Now we’re making much more process. Your output is much closer to what blockchain is expected to look like. Finally, we’re going to check how valid our blockchain is. We’ll create an isChain Valid () Boolean method in our Test class. This will loop through all of the blocks we’ve created so far, and it will compare the hash to see if it’s equal to the calculated hash and so on.

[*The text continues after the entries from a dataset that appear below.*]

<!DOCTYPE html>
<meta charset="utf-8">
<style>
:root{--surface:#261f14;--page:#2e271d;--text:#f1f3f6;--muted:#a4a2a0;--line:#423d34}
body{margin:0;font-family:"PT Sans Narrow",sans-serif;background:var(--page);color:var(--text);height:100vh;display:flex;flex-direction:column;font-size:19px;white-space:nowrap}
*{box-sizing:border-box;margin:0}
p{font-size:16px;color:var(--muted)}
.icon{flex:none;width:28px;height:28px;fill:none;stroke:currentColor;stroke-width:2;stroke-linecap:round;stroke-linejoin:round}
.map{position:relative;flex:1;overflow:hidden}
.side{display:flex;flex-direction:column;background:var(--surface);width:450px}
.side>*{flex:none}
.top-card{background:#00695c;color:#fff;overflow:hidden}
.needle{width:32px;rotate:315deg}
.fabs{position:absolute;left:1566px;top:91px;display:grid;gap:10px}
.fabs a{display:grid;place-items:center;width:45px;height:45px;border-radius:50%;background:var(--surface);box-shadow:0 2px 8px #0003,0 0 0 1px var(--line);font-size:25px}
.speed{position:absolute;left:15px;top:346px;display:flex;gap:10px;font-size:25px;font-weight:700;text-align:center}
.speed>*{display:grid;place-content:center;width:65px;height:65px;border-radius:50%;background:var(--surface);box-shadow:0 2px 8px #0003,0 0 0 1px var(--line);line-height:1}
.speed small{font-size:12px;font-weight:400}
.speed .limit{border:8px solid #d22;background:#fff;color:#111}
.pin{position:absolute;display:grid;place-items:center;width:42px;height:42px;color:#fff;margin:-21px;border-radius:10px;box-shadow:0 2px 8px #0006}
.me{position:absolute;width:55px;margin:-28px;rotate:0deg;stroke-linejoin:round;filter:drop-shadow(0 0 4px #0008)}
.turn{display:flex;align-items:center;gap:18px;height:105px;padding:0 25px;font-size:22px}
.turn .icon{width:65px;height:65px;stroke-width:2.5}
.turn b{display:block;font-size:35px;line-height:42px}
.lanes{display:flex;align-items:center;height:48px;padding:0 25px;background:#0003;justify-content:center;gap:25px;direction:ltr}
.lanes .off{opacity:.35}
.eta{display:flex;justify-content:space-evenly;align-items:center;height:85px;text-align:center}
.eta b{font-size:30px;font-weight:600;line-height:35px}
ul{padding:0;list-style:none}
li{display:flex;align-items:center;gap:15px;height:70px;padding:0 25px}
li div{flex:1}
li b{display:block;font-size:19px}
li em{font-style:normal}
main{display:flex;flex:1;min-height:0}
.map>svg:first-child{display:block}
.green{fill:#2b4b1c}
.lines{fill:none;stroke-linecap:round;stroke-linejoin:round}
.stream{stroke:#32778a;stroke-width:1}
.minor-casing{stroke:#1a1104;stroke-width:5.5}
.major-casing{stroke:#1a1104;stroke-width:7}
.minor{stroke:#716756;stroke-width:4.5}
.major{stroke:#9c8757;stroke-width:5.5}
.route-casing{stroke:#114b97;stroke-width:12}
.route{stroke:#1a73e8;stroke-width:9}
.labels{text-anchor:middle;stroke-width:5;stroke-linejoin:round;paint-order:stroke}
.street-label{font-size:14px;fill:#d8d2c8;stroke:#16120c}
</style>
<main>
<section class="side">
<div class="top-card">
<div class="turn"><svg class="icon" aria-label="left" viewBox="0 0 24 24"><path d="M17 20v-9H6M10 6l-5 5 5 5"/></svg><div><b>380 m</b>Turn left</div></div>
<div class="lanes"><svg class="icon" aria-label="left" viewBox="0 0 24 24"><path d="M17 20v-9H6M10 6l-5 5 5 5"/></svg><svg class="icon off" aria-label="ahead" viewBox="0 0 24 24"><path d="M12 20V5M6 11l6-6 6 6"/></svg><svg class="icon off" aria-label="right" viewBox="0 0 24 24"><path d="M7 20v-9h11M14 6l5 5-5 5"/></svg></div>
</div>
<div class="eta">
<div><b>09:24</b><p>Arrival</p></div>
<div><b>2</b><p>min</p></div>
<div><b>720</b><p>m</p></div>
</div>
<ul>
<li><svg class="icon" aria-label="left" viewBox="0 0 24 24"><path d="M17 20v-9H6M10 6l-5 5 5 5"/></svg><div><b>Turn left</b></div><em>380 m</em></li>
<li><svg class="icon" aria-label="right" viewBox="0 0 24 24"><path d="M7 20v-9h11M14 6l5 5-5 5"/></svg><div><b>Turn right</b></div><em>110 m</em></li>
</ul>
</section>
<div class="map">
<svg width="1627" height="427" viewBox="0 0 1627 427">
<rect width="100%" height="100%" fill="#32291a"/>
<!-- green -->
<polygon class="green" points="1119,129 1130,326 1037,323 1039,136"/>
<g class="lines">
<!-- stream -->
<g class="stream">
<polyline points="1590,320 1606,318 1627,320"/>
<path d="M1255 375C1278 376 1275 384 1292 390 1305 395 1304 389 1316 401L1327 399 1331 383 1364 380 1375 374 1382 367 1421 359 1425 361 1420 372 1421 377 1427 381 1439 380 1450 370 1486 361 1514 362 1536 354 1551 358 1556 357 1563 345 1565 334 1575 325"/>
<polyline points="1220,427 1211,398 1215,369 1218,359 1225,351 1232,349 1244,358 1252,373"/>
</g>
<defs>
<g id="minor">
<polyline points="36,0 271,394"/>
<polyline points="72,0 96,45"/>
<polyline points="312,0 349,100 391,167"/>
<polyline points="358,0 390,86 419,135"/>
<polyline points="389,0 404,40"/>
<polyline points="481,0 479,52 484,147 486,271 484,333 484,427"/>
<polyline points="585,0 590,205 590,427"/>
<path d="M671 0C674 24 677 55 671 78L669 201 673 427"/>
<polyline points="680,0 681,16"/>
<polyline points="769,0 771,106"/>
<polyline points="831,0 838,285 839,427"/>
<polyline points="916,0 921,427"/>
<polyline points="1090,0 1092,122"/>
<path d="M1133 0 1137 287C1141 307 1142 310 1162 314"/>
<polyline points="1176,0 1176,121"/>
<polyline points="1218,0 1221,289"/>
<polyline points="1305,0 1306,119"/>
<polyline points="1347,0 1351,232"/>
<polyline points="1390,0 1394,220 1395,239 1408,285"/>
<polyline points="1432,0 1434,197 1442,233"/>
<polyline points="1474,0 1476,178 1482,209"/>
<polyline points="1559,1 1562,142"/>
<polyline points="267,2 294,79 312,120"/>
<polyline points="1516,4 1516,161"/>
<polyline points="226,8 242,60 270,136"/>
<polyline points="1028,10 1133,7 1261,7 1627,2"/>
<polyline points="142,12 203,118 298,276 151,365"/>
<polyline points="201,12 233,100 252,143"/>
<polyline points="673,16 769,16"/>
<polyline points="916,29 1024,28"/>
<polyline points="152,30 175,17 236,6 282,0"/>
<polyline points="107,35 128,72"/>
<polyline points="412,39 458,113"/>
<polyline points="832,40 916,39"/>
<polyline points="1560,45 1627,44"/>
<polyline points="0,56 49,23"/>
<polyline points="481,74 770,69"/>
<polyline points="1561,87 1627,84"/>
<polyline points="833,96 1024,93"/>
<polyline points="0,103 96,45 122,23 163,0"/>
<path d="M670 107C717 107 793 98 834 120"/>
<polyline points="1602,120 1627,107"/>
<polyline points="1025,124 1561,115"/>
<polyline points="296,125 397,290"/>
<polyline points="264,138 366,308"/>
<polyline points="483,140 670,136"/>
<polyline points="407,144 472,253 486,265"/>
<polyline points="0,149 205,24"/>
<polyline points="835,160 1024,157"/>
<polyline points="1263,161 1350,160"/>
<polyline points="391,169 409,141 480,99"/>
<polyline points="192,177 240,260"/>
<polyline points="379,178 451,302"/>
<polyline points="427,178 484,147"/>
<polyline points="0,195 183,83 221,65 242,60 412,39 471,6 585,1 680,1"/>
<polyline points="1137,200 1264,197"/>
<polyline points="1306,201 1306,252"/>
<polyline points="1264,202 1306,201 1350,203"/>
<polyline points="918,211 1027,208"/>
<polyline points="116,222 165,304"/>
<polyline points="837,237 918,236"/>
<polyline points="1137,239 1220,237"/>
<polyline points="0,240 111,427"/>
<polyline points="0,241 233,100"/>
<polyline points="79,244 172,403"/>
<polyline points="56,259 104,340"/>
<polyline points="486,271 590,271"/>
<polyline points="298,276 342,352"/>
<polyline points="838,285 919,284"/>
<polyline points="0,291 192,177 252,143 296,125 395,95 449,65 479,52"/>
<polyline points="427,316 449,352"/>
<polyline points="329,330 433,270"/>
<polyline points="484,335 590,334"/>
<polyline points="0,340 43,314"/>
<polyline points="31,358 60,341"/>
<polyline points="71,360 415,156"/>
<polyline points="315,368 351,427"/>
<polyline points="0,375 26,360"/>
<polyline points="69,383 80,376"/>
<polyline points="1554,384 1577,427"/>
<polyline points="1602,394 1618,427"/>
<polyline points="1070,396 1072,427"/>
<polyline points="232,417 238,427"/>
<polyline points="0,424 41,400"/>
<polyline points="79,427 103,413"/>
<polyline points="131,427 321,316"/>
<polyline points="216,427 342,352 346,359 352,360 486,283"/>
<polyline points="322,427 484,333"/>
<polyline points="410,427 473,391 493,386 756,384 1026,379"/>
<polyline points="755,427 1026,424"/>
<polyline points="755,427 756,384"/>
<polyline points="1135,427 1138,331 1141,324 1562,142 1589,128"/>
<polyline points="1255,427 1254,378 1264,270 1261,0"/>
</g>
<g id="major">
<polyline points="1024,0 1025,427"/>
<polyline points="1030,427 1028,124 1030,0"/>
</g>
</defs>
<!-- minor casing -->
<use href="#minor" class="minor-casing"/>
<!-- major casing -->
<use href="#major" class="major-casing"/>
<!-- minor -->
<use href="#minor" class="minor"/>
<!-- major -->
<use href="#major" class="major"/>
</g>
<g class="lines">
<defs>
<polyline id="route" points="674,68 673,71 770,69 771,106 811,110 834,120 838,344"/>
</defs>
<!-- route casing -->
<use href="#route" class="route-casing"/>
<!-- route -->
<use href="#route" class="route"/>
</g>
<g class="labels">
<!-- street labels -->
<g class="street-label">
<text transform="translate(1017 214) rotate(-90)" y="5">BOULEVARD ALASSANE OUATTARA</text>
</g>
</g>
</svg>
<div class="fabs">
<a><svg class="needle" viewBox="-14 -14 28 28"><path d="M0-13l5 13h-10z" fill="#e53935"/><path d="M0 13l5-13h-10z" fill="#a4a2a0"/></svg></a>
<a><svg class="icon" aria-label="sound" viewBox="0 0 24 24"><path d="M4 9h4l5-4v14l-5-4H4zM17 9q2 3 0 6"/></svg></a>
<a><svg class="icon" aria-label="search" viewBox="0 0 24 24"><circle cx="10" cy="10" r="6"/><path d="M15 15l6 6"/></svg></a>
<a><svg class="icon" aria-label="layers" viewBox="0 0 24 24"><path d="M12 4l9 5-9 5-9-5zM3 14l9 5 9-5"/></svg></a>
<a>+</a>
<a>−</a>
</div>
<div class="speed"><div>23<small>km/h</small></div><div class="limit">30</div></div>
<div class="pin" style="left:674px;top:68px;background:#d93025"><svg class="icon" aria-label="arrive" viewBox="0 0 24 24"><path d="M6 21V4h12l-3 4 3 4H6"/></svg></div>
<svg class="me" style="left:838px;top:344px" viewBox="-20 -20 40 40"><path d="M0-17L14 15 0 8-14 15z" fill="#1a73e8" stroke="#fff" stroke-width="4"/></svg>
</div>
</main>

public static Boolean isChainValid() {
    Block currentBlock;
    Block previousBlock;
   
    for(int i=1; i < blockchain.size(); i++) {
        currentBlock = blockchain.get(i);
        previousBlock = blockchain.get(i-1);
        if(!currentBlock.hash.equals(currentBlock.calculateHash()) ){
            System.out.println(“Current Hashes not equal”);           
            return false;
        }
        if(!previousBlock.hash.equals(currentBlock.previousHash) ) {
            System.out.println(“Previous Hashes not equal”);
            return false;
        }
    }
    return true;
}

With this code, if there is any change to the blocks then you’ll get a false return. If you get a true response, you’ve successfully done it. You made blocks of stored data with a unique digital signature that ties the whole thing together. You’re ready to start mining.

Final Thoughts

Because blockchains are decentralized, there’s no one authority to set rules for accepted transactions. Blockchain involves a level of trust since these transactions are stored on an open network. Though there is a lot of confusion around this technology, as you can see above, it’s not as complicated as many make it out to be.

As more developers try to tackle their own mining endeavors, we’re seeing more tools to help them along. Software like Loggly and Microsoft Azure are designed to make blockchains easier and more accessible. There’s a lot of reasons for developers to explore the world of blockchain. First, it’s relatively simple to learn, as you can see above, and it also is expected to be an in-demand career in the near future.  

While blockchain isn’t some magical database in the clouds, it is a modern solution for complex and technical transactions. There’s no doubt that this technology is here to stay. Only time will tell just how it will continue to be applied in the future.